Like the bar’s name and concept, Clandestino’s food is highly innovative (which means it isn’t to everyone’s taste). Cedroni is equally capable of serving delicious cheese on toast (except that the cheese is smoked provola and it comes with courgettes and salmon), as he is of conjuring an imaginative ‘fucsia susci’ (tuna dressed with beets and pomegranade).

All this comes seasoned with soft music, crystalline waters and, in the evening, a memorable sunset. The only drawback is the price, which predictably hits the restaurant, rather than the beach shack, end of the scale. For more information and to book a table, visit and select Clandestino. Open only in summer.

Clandestino Susci Bar, Baia di Portonovo, +39 071 801 422

Torre del Saracino, Marina d’Equa, Campania

Sea, food and history come marvellously together at the Torre del Saracino, one of Southern Italy’s best restaurants. La Torre in question is an ancient watchtower—once an Anjou bulwark against the many Saracen raids that threatened this coastline—which overlooks the deep blue waters, pretty harbour and whimsical rocks of Marina di Equa.

In this idyllic setting, Gennaro Esposito — a local boy turned great chef who, unlike many others, has remained loyal to his land, its views and its flavours—cooks up extraordinary meals, which have earned him praise from critics far and wide (two Michelin stars and three forks from the Gambero Rosso guide, to name just two).

From his idea to combine the freshest local fish, cheese and vegetables, and keep their aromas as intact as possible, come intense bombs of flavour like John Dory with aubergine couscous, chilli honey and shellfish, prawn soup with buffalo mozzarella ravioli and tomato extract, or Esposito’s signature dish, ricotta soup with red mullet fillets.

It is a feast for the palate that is accompanied by great wines and ends with fabulous desserts or local cheeses. Well worth the trip—but if you can’t make it, Esposito publishes a monthly recipe for you to try at home (on where you can also book a table at the restaurant).

Torre del Saracino, Via Torretta 9, Marina d’Equa, +39 081 802 8555

Il Pellicano, Porto Ercole, Tuscany

Perched high on a hillside, Il Pellicano, in Porto Ercole, has, quite simply, one of the best views in Tuscany. A sapphire sea laps jagged cliffs green with trees and shrubs. The odd boat lolls in the water, and tall cypresses soar high above the beach. Miraculously, the food matches all this.

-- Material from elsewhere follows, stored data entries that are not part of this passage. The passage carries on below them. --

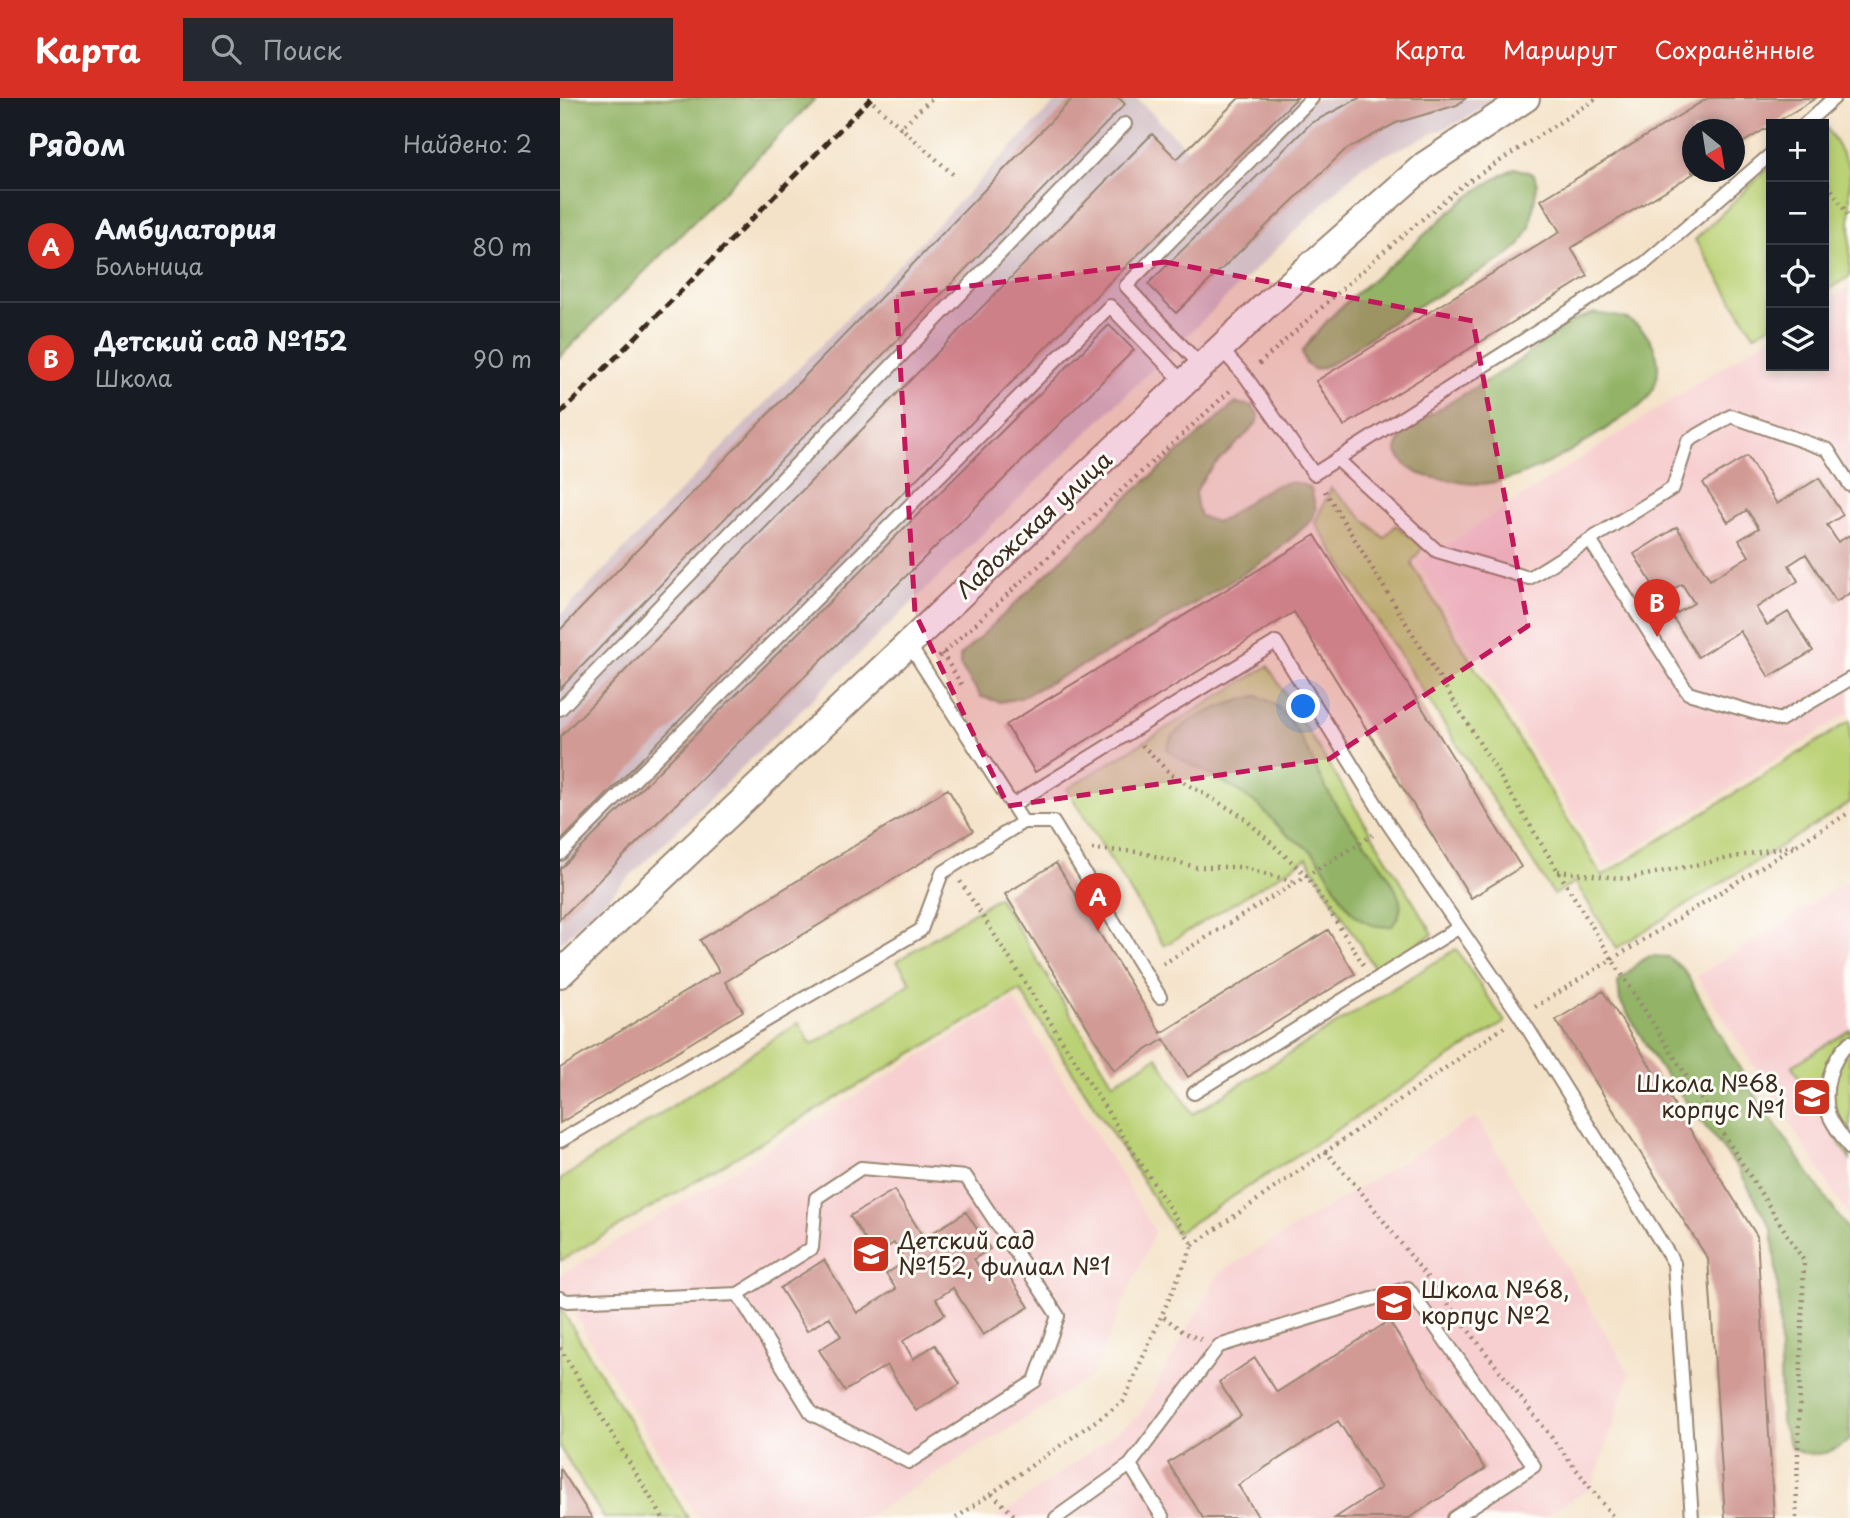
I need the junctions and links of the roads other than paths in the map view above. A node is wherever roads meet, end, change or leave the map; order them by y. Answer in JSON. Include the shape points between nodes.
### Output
{"nodes":[{"id":1,"x":1312,"y":98,"type":"edge"},
{"id":2,"x":1526,"y":98,"type":"edge"},
{"id":3,"x":1834,"y":98,"type":"edge"},
{"id":4,"x":1811,"y":119,"type":"edge"},
{"id":5,"x":1125,"y":124,"type":"dead end"},
{"id":6,"x":1766,"y":158,"type":"edge"},
{"id":7,"x":1203,"y":367,"type":"junction"},
{"id":8,"x":1337,"y":459,"type":"junction"},
{"id":9,"x":1850,"y":485,"type":"edge"},
{"id":10,"x":1591,"y":542,"type":"junction"},
{"id":11,"x":908,"y":643,"type":"junction"},
{"id":12,"x":1850,"y":679,"type":"edge"},
{"id":13,"x":560,"y":709,"type":"edge"},
{"id":14,"x":1014,"y":804,"type":"junction"},
{"id":15,"x":1023,"y":821,"type":"junction"},
{"id":16,"x":560,"y":854,"type":"edge"},
{"id":17,"x":1458,"y":928,"type":"junction"},
{"id":18,"x":560,"y":974,"type":"edge"},
{"id":19,"x":1160,"y":996,"type":"dead end"},
{"id":20,"x":1850,"y":1042,"type":"edge"},
{"id":21,"x":1194,"y":1093,"type":"dead end"},
{"id":22,"x":560,"y":1141,"type":"edge"},
{"id":23,"x":1850,"y":1149,"type":"edge"},
{"id":24,"x":738,"y":1294,"type":"junction"},
{"id":25,"x":560,"y":1298,"type":"edge"},
{"id":26,"x":1129,"y":1465,"type":"junction"},
{"id":27,"x":1056,"y":1518,"type":"edge"},
{"id":28,"x":1163,"y":1518,"type":"edge"},
{"id":29,"x":1454,"y":1518,"type":"edge"},
{"id":30,"x":1692,"y":1518,"type":"edge"}],
"edges":[{"from":1,"to":7,"type":"lane","via":[[1126,286]]},
{"from":2,"to":7,"type":"street","name":"Ладожская улица","via":[[1426,164]]},
{"from":3,"to":4,"type":"lane"},
{"from":5,"to":13,"type":"lane"},
{"from":6,"to":8,"type":"lane","via":[[1645,263]]},
{"from":7,"to":8,"type":"lane","via":[[1246,377],[1314,474]]},
{"from":7,"to":11,"type":"street","name":"Ладожская улица"},
{"from":7,"to":16,"type":"lane","via":[[1110,306]]},
{"from":8,"to":10,"type":"lane","via":[[1437,551],[1530,578]]},
{"from":9,"to":10,"type":"lane","via":[[1828,450],[1731,416],[1688,441],[1674,488]]},
{"from":10,"to":12,"type":"lane","via":[[1688,693],[1780,720]]},
{"from":11,"to":14,"type":"lane"},
{"from":11,"to":18,"type":"street","name":"Ладожская улица"},
{"from":14,"to":15,"type":"lane"},
{"from":14,"to":17,"type":"lane","via":[[1276,642],[1388,825]]},
{"from":15,"to":19,"type":"lane","via":[[1053,822]]},
{"from":15,"to":22,"type":"lane","via":[[942,873],[921,930]]},
{"from":17,"to":21,"type":"lane"},
{"from":17,"to":30,"type":"lane","via":[[1520,1016],[1674,1263]]},
{"from":20,"to":23,"type":"lane","via":[[1839,1052],[1827,1082],[1829,1115]]},
{"from":24,"to":24,"type":"lane","via":[[812,1414],[909,1462],[1035,1381],[1058,1316],[966,1177],[861,1168],[816,1198],[811,1248]]},
{"from":24,"to":25,"type":"lane"},
{"from":26,"to":27,"type":"lane"},
{"from":26,"to":28,"type":"lane"},
{"from":26,"to":29,"type":"lane","via":[[1219,1346],[1409,1288],[1534,1466]]}]}
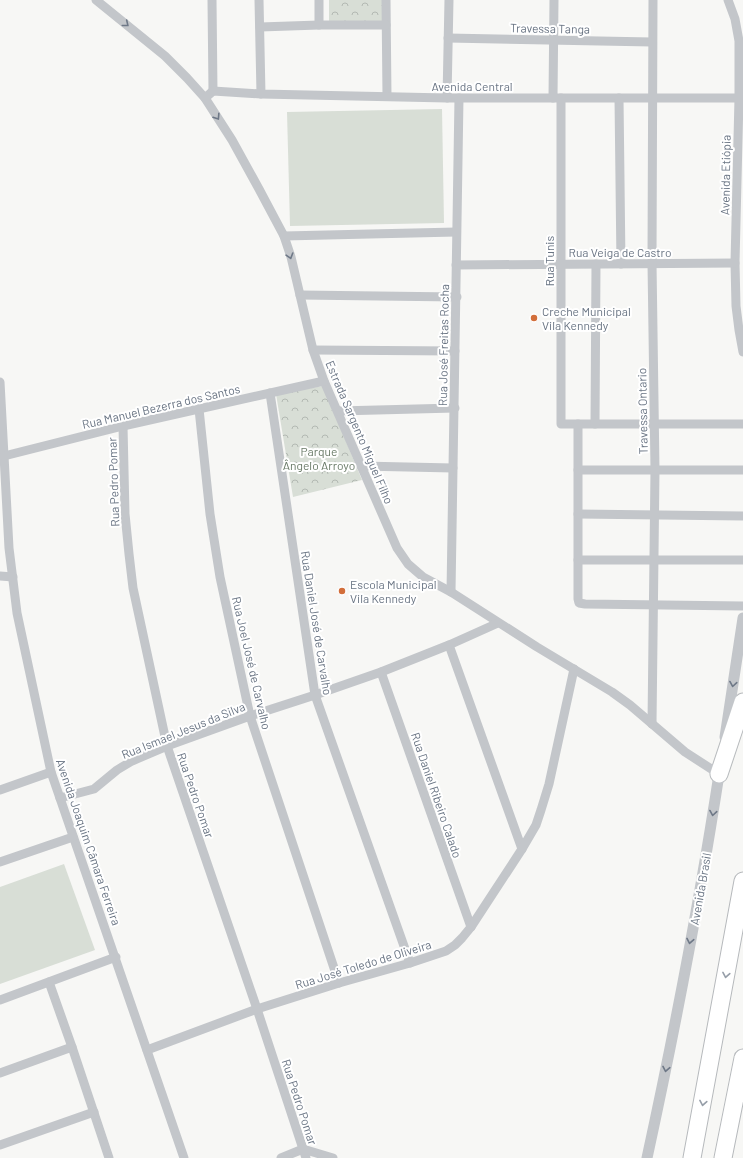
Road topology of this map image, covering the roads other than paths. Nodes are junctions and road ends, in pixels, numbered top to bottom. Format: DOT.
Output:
graph roads {
  1 [pos="96,0"];
  2 [pos="212,0"];
  3 [pos="259,0"];
  4 [pos="319,0"];
  5 [pos="386,0"];
  6 [pos="449,0"];
  7 [pos="554,0"];
  8 [pos="653,0"];
  9 [pos="728,0"];
  10 [pos="319,25"];
  11 [pos="386,25"];
  12 [pos="260,27"];
  13 [pos="448,38"];
  14 [pos="554,40"];
  15 [pos="652,42"];
  16 [pos="213,91"];
  17 [pos="261,94"];
  18 [pos="387,96"];
  19 [pos="205,98"];
  20 [pos="447,98"];
  21 [pos="459,98"];
  22 [pos="557,98"];
  23 [pos="619,98"];
  24 [pos="652,98"];
  25 [pos="741,98"];
  26 [pos="456,232"];
  27 [pos="284,236"];
  28 [pos="652,263"];
  29 [pos="735,263"];
  30 [pos="561,264"];
  31 [pos="596,264"];
  32 [pos="621,264"];
  33 [pos="456,265"];
  34 [pos="300,295"];
  35 [pos="456,297"];
  36 [pos="313,350"];
  37 [pos="455,351"];
  38 [pos="743,352"];
  39 [pos="324,381"];
  40 [pos="0,382"];
  41 [pos="270,393"];
  42 [pos="455,408"];
  43 [pos="199,409"];
  44 [pos="338,411"];
  45 [pos="578,424"];
  46 [pos="595,424"];
  47 [pos="653,424"];
  48 [pos="743,424"];
  49 [pos="123,426"];
  50 [pos="4,456"];
  51 [pos="361,466"];
  52 [pos="453,468"];
  53 [pos="578,470"];
  54 [pos="655,470"];
  55 [pos="743,470"];
  56 [pos="578,514"];
  57 [pos="654,515"];
  58 [pos="743,516"];
  59 [pos="578,560"];
  60 [pos="653,560"];
  61 [pos="743,560"];
  62 [pos="0,576"];
  63 [pos="13,577"];
  64 [pos="451,592"];
  65 [pos="653,605"];
  66 [pos="743,606"];
  67 [pos="743,618"];
  68 [pos="498,623"];
  69 [pos="449,645"];
  70 [pos="574,669"];
  71 [pos="381,672"];
  72 [pos="315,695"];
  73 [pos="743,702"];
  74 [pos="250,716"];
  75 [pos="652,724"];
  76 [pos="167,746"];
  77 [pos="51,772"];
  78 [pos="719,774"];
  79 [pos="0,790"];
  80 [pos="60,798"];
  81 [pos="74,838"];
  82 [pos="522,849"];
  83 [pos="0,862"];
  84 [pos="743,881"];
  85 [pos="471,927"];
  86 [pos="116,957"];
  87 [pos="410,963"];
  88 [pos="49,982"];
  89 [pos="339,983"];
  90 [pos="0,1000"];
  91 [pos="258,1009"];
  92 [pos="72,1047"];
  93 [pos="147,1050"];
  94 [pos="743,1058"];
  95 [pos="0,1073"];
  96 [pos="94,1112"];
  97 [pos="0,1145"];
  98 [pos="304,1154"];
  99 [pos="109,1158"];
  100 [pos="184,1158"];
  101 [pos="281,1158"];
  102 [pos="333,1158"];
  103 [pos="647,1158"];
  104 [pos="692,1158"];
  105 [pos="723,1158"];
  1 -- 19 [label="street, Estrada Sargento Miguel Filho, one-way"];
  2 -- 16 [label="street"];
  3 -- 12 [label="street"];
  4 -- 10 [label="street"];
  5 -- 11 [label="street"];
  6 -- 13 [label="street"];
  7 -- 14 [label="street, Rua Tunis"];
  8 -- 15 [label="street, Travessa Ontario"];
  9 -- 25 [label="street, Avenida Etiópia"];
  10 -- 11 [label="street"];
  10 -- 12 [label="street"];
  11 -- 18 [label="street"];
  12 -- 17 [label="street"];
  13 -- 14 [label="street, Travessa Tanga"];
  13 -- 20 [label="street"];
  14 -- 15 [label="street, Travessa Tanga"];
  14 -- 22 [label="street, Rua Tunis"];
  15 -- 24 [label="street, Travessa Ontario"];
  16 -- 17 [label="street, Avenida Central"];
  16 -- 19 [label="street"];
  17 -- 18 [label="street, Avenida Central"];
  18 -- 20 [label="street, Avenida Central"];
  19 -- 27 [label="street, Estrada Sargento Miguel Filho, one-way"];
  20 -- 21 [label="street, Avenida Central"];
  21 -- 22 [label="street, Avenida Central"];
  21 -- 26 [label="street, Rua José Freitas Rocha"];
  22 -- 23 [label="street, Avenida Central"];
  22 -- 30 [label="street, Rua Tunis"];
  23 -- 24 [label="street, Avenida Central"];
  23 -- 32 [label="street"];
  24 -- 25 [label="street, Avenida Central"];
  24 -- 28 [label="street, Travessa Ontario"];
  25 -- 29 [label="street, Avenida Etiópia"];
  26 -- 27 [label="street"];
  26 -- 33 [label="street, Rua José Freitas Rocha"];
  27 -- 34 [label="street, Estrada Sargento Miguel Filho, one-way"];
  28 -- 29 [label="street, Rua Veiga de Castro"];
  28 -- 32 [label="street, Rua Veiga de Castro"];
  28 -- 47 [label="street, Travessa Ontario"];
  29 -- 38 [label="street, Avenida Etiópia"];
  30 -- 31 [label="street, Rua Veiga de Castro"];
  30 -- 33 [label="street, Rua Veiga de Castro"];
  30 -- 45 [label="street, Rua Tunis"];
  31 -- 32 [label="street, Rua Veiga de Castro"];
  31 -- 46 [label="street"];
  33 -- 35 [label="street, Rua José Freitas Rocha"];
  34 -- 35 [label="street"];
  34 -- 36 [label="street, Estrada Sargento Miguel Filho"];
  35 -- 37 [label="street, Rua José Freitas Rocha"];
  36 -- 37 [label="street"];
  36 -- 39 [label="street, Estrada Sargento Miguel Filho"];
  37 -- 42 [label="street, Rua José Freitas Rocha"];
  39 -- 41 [label="street, Rua Manuel Bezerra dos Santos"];
  39 -- 44 [label="street, Estrada Sargento Miguel Filho"];
  40 -- 50 [label="street, Avenida Joaquim Câmara Ferreira"];
  41 -- 43 [label="street, Rua Manuel Bezerra dos Santos"];
  41 -- 72 [label="street, Rua Daniel José de Carvalho"];
  42 -- 44 [label="street"];
  42 -- 52 [label="street, Rua José Freitas Rocha"];
  43 -- 49 [label="street, Rua Manuel Bezerra dos Santos"];
  43 -- 74 [label="street, Rua Joel José de Carvalho"];
  44 -- 51 [label="street, Estrada Sargento Miguel Filho"];
  45 -- 46 [label="street"];
  45 -- 53 [label="street"];
  46 -- 47 [label="street"];
  47 -- 48 [label="street"];
  47 -- 54 [label="street, Travessa Ontario"];
  49 -- 50 [label="street, Rua Manuel Bezerra dos Santos"];
  49 -- 76 [label="street, Rua Pedro Pomar"];
  50 -- 63 [label="street, Avenida Joaquim Câmara Ferreira"];
  51 -- 52 [label="street"];
  51 -- 64 [label="street, Estrada Sargento Miguel Filho"];
  52 -- 64 [label="street, Rua José Freitas Rocha"];
  53 -- 54 [label="street"];
  53 -- 56 [label="street"];
  54 -- 55 [label="street"];
  54 -- 57 [label="street, Travessa Ontario"];
  56 -- 57 [label="street"];
  56 -- 59 [label="street"];
  57 -- 58 [label="street"];
  57 -- 60 [label="street, Travessa Ontario"];
  59 -- 60 [label="street"];
  59 -- 65 [label="street"];
  60 -- 61 [label="street"];
  60 -- 65 [label="street, Travessa Ontario"];
  62 -- 63 [label="street"];
  63 -- 77 [label="street, Avenida Joaquim Câmara Ferreira"];
  64 -- 68 [label="street, Estrada Sargento Miguel Filho"];
  65 -- 66 [label="street"];
  65 -- 75 [label="street, Travessa Ontario"];
  67 -- 78 [label="street, Avenida Brasil, one-way"];
  68 -- 69 [label="street, Rua Ismael Jesus da Silva"];
  68 -- 70 [label="street, Estrada Sargento Miguel Filho"];
  69 -- 71 [label="street, Rua Ismael Jesus da Silva"];
  69 -- 82 [label="street"];
  70 -- 75 [label="street, Estrada Sargento Miguel Filho"];
  70 -- 82 [label="street, Rua José Toledo de Oliveira"];
  71 -- 72 [label="street, Rua Ismael Jesus da Silva"];
  71 -- 85 [label="street, Rua Daniel Ribeiro Calado"];
  72 -- 74 [label="street, Rua Ismael Jesus da Silva"];
  72 -- 87 [label="street, Rua Daniel José de Carvalho"];
  73 -- 78 [label="highway"];
  74 -- 76 [label="street, Rua Ismael Jesus da Silva"];
  74 -- 89 [label="street, Rua Joel José de Carvalho"];
  75 -- 78 [label="street, Estrada Sargento Miguel Filho"];
  76 -- 80 [label="street, Rua Ismael Jesus da Silva"];
  76 -- 91 [label="street, Rua Pedro Pomar"];
  77 -- 79 [label="street"];
  77 -- 80 [label="street, Avenida Joaquim Câmara Ferreira"];
  78 -- 103 [label="street, Avenida Brasil, one-way"];
  80 -- 81 [label="street, Avenida Joaquim Câmara Ferreira"];
  81 -- 83 [label="street"];
  81 -- 86 [label="street, Avenida Joaquim Câmara Ferreira"];
  82 -- 85 [label="street, Rua José Toledo de Oliveira"];
  84 -- 104 [label="highway, one-way"];
  85 -- 87 [label="street, Rua José Toledo de Oliveira"];
  86 -- 88 [label="street"];
  86 -- 93 [label="street, Avenida Joaquim Câmara Ferreira"];
  87 -- 89 [label="street, Rua José Toledo de Oliveira"];
  88 -- 90 [label="street"];
  88 -- 92 [label="street"];
  89 -- 91 [label="street, Rua José Toledo de Oliveira"];
  91 -- 93 [label="street, Rua José Toledo de Oliveira"];
  91 -- 98 [label="street, Rua Pedro Pomar"];
  92 -- 95 [label="street"];
  92 -- 96 [label="street"];
  93 -- 100 [label="street, Avenida Joaquim Câmara Ferreira"];
  94 -- 105 [label="highway"];
  96 -- 97 [label="street"];
  96 -- 99 [label="street"];
  98 -- 101 [label="street"];
  98 -- 102 [label="street"];
}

The plates here are so beautiful they threaten to steal the scene — it is worth ordering anything with asparagus just for the sculptural perfection of their arrangement — but that’s just to prime the palate for the gustatory treats in store. Chef Antonio Guida creates a modern Italian cuisine that is at the same time flavoursome and delicate, creative and down to earth, from fresh ingredients sourced from small local producers.

So you’ll find ravioli — but they are filled with robiola cheese, salsify and Macadamia nut. A simple steamed cod fillet is flavoured with soya sauce, spring onions and herbs from the restaurant’s own vegetable garden. And the traditional Tuscan lamb is spiced with Indian vadouvan and enriched with creamed wheat, and Swiss chard stuffed with lemon-scented aubergines.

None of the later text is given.